◆ **What is needed**:
Which lines of the entries contain the string "Ángeles"? Copy each of them.

[[ Raw data, beginning ]]

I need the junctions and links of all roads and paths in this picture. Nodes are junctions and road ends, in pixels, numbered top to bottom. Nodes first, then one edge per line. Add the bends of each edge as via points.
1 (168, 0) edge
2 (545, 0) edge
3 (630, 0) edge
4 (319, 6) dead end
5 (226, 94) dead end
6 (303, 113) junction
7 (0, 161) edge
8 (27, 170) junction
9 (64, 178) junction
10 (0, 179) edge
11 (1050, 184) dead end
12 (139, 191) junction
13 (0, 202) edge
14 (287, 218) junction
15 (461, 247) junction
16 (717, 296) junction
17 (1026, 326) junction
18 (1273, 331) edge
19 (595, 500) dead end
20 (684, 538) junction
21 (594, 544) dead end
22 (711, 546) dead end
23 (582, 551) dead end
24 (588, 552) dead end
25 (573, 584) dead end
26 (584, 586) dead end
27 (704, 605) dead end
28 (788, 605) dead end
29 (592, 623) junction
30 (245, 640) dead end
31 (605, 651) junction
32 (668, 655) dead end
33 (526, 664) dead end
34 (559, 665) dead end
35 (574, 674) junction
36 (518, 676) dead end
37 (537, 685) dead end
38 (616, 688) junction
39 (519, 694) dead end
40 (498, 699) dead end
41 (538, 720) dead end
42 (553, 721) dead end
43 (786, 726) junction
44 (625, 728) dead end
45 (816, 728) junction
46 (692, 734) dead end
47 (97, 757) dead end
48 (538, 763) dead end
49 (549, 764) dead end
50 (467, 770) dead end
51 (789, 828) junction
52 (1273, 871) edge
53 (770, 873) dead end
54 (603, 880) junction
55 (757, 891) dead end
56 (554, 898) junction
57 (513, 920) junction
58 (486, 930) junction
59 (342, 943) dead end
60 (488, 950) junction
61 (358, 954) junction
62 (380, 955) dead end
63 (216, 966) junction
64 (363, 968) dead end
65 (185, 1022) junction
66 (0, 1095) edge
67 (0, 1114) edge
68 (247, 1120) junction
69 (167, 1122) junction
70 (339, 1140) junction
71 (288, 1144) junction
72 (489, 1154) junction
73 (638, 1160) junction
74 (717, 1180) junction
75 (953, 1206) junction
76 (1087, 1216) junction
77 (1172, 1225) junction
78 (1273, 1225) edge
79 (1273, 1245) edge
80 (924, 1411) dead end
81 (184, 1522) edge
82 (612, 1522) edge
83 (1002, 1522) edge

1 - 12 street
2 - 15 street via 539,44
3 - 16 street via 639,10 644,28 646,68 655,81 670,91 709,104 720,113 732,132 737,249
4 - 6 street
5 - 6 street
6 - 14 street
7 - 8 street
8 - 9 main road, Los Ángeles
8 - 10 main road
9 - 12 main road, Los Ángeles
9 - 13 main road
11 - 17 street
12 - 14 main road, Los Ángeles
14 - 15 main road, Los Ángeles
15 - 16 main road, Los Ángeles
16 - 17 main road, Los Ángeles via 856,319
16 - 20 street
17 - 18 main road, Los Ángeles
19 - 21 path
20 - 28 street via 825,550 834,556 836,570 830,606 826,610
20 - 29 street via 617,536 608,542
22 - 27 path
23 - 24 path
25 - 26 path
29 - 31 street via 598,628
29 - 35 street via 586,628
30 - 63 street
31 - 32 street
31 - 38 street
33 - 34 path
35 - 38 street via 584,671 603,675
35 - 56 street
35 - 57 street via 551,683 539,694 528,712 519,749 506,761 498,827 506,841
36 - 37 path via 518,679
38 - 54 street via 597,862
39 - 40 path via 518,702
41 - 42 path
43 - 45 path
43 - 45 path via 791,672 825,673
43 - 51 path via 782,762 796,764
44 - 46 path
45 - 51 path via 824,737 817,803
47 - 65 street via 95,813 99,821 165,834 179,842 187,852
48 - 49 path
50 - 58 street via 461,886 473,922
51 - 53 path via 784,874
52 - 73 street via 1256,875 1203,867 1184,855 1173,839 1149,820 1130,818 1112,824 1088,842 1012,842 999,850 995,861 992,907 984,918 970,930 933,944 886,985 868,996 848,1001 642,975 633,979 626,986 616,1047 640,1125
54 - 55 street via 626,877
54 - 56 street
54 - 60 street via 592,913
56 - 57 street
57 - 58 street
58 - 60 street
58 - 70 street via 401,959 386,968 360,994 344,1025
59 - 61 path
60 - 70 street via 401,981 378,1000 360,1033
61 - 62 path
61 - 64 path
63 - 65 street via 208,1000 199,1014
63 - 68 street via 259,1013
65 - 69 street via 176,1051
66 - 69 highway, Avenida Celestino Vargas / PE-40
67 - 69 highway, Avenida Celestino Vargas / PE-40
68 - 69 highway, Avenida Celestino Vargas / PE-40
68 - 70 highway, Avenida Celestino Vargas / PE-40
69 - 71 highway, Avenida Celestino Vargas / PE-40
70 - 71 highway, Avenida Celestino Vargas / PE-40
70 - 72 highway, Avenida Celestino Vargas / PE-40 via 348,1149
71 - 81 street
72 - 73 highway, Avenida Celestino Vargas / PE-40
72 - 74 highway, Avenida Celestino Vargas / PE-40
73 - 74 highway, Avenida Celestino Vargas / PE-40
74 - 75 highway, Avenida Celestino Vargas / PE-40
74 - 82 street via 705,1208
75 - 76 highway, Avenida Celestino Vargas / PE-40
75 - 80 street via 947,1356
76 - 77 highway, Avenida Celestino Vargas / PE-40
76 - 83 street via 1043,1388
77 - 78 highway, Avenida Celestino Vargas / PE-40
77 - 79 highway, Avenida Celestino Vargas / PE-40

[[ Raw data, end ]]

◆ **Result**:
8 - 9 main road, Los Ángeles
9 - 12 main road, Los Ángeles
12 - 14 main road, Los Ángeles
14 - 15 main road, Los Ángeles
15 - 16 main road, Los Ángeles
16 - 17 main road, Los Ángeles via 856,319
17 - 18 main road, Los Ángeles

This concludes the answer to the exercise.